* [Source material]:
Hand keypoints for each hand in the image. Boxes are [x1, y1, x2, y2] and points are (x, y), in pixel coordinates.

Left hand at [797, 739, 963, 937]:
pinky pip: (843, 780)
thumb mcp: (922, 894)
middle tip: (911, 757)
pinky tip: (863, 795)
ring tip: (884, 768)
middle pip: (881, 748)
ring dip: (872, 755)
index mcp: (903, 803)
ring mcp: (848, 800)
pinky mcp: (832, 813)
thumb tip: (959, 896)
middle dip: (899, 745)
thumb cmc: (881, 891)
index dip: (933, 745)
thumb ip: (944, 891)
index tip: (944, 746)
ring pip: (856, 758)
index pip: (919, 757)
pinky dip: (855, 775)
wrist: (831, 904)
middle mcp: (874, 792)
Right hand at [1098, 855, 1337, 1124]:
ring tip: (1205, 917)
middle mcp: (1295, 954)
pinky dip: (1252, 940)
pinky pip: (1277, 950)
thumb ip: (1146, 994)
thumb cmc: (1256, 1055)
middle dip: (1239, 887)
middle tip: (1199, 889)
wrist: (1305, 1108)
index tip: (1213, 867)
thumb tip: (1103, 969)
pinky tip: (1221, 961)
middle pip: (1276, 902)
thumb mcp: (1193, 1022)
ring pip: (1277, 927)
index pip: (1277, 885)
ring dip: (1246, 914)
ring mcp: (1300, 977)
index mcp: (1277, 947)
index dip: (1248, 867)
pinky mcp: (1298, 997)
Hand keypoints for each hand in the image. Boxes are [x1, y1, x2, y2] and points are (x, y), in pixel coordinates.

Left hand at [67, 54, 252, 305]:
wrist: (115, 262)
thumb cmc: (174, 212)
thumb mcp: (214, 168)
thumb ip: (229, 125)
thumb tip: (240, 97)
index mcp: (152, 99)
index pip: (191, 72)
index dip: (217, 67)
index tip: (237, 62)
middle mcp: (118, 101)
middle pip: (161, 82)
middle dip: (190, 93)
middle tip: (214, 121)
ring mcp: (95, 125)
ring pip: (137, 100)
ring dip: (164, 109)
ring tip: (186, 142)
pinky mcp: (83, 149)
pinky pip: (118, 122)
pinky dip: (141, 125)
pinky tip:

---

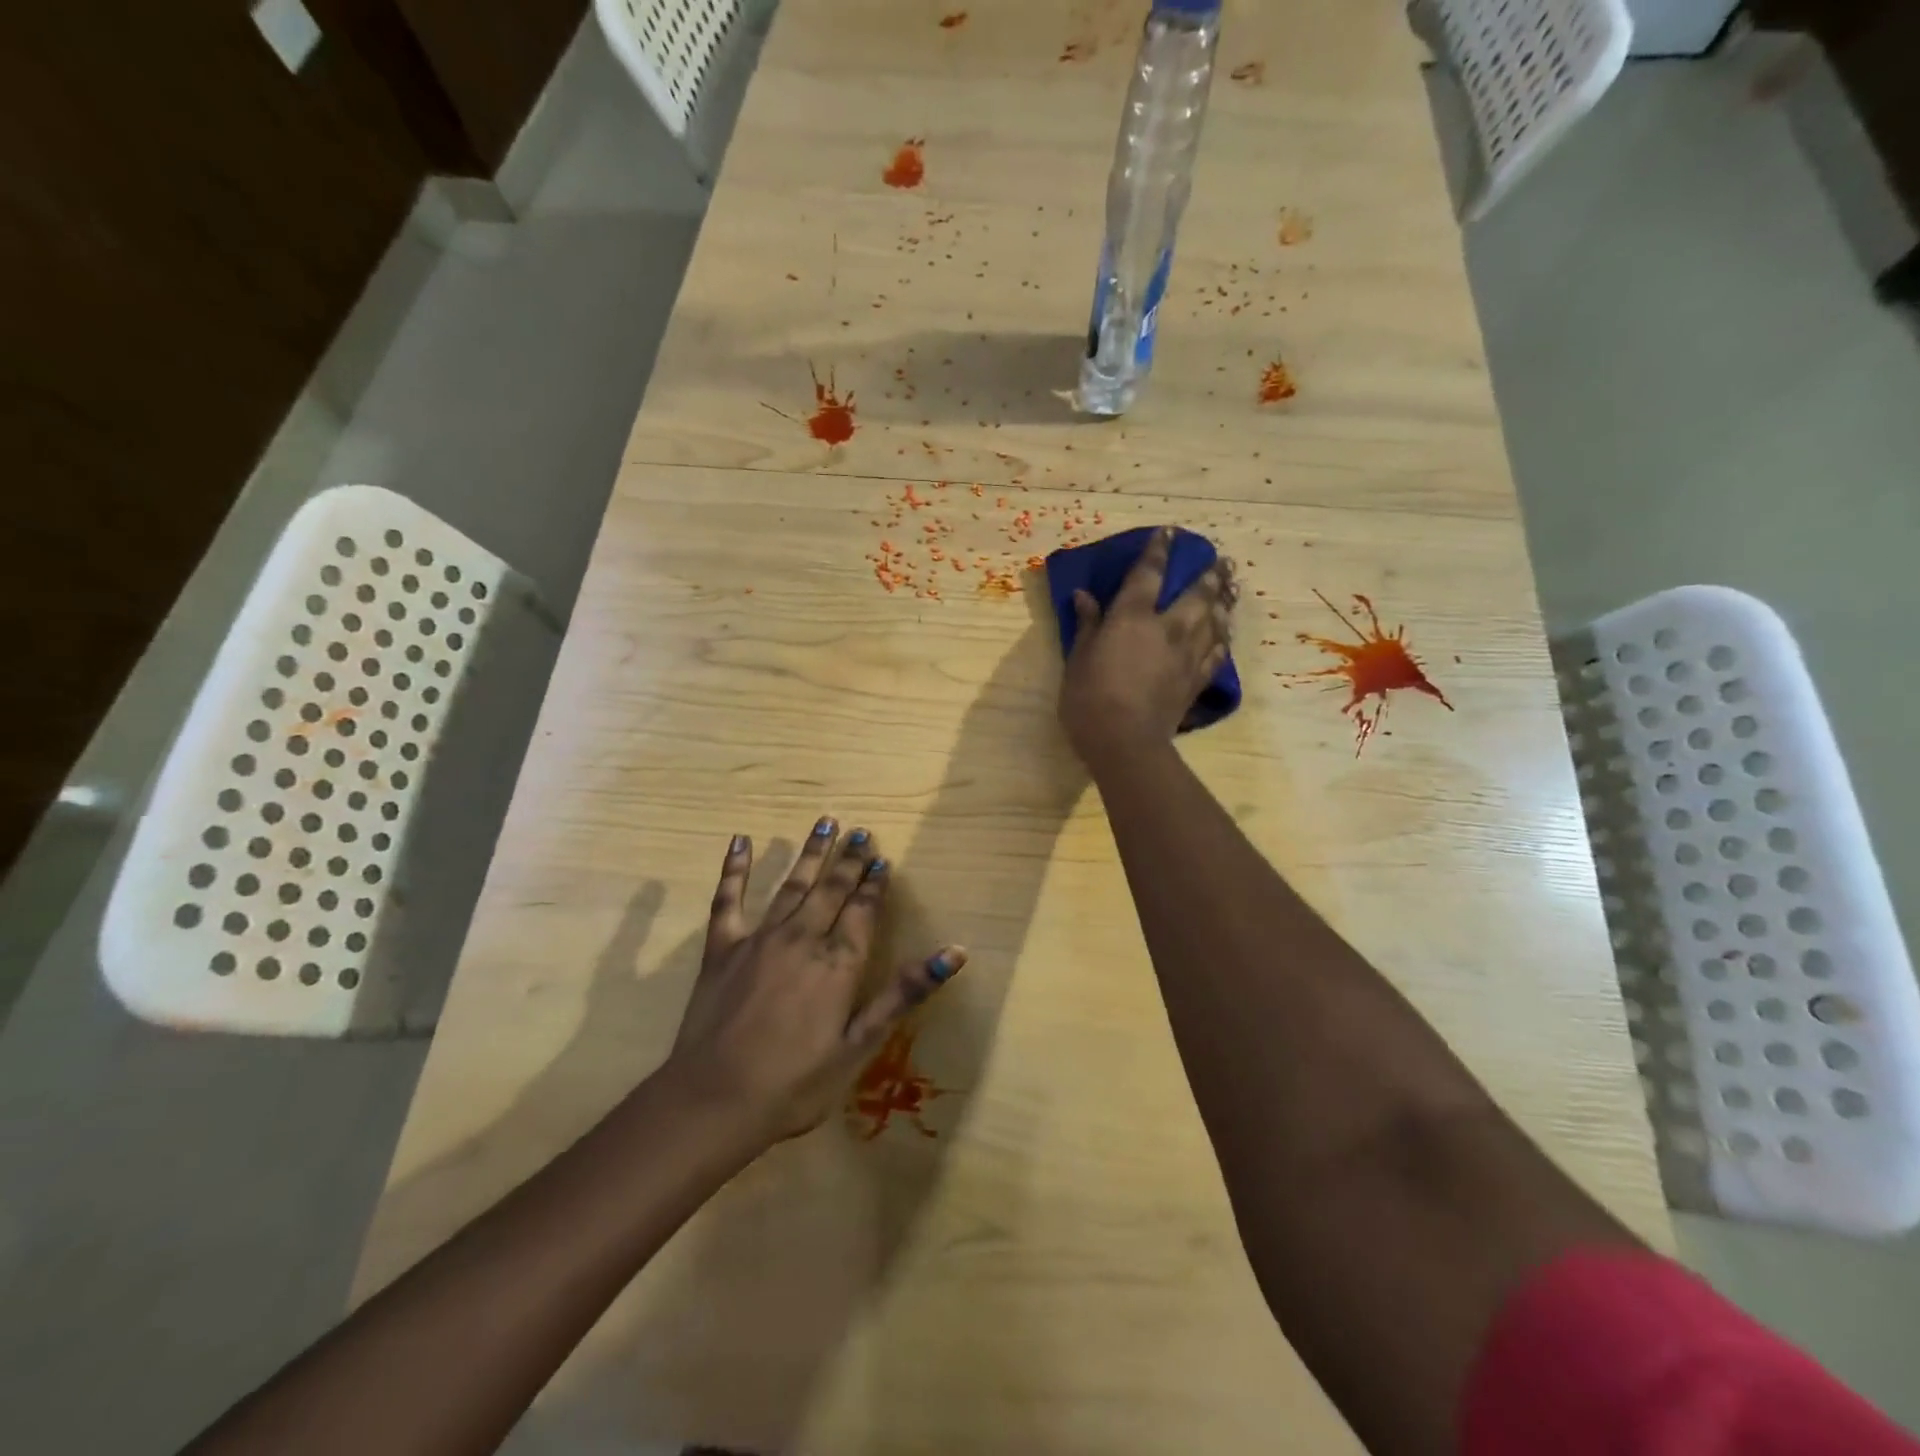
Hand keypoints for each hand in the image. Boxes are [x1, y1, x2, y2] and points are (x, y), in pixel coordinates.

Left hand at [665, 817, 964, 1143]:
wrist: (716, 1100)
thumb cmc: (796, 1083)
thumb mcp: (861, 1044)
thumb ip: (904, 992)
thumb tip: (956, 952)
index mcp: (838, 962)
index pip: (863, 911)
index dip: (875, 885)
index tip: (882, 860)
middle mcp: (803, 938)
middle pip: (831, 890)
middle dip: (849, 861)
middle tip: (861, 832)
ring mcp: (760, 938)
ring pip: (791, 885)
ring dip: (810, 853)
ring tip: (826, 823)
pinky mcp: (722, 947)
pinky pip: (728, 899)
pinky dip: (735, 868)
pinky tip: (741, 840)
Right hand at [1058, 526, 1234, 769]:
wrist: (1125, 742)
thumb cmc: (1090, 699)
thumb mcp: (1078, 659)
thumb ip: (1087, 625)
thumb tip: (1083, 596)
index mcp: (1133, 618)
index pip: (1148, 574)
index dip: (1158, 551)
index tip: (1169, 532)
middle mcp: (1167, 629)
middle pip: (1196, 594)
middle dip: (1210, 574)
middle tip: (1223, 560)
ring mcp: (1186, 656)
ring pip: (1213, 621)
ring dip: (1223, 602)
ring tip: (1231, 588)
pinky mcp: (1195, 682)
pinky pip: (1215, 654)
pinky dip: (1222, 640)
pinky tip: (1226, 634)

--

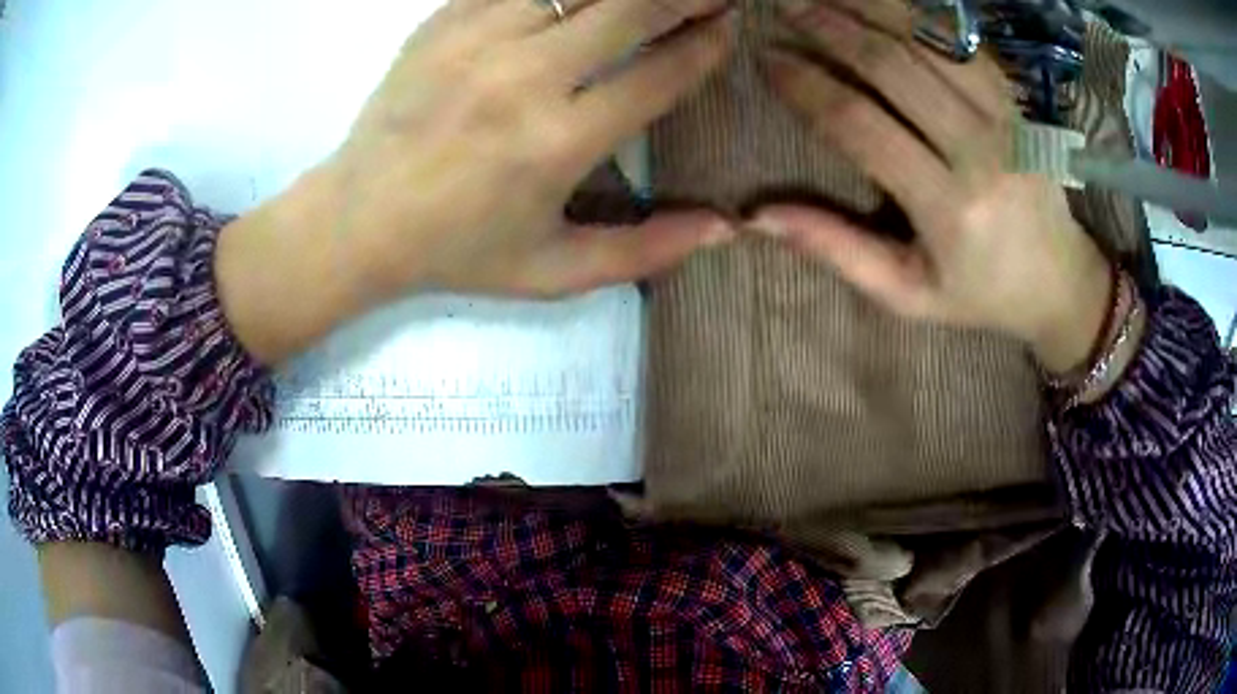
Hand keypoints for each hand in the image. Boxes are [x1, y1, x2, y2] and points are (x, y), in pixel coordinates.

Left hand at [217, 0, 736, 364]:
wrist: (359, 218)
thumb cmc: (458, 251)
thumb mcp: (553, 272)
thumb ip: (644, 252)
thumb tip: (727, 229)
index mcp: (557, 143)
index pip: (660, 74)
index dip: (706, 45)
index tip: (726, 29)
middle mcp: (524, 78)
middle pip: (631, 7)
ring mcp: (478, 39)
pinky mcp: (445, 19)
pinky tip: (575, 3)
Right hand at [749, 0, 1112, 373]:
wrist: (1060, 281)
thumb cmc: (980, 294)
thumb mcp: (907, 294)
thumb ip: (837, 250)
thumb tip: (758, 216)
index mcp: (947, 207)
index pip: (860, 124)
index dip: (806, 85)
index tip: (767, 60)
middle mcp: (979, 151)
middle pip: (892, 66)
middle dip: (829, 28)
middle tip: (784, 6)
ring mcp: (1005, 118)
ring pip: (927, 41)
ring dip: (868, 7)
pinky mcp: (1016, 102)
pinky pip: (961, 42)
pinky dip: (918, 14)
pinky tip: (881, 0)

* [Your objective]: Exactly how many lines in the records above hold the string "Right"? Reply with that number only.

* [Response to this exercise]: 3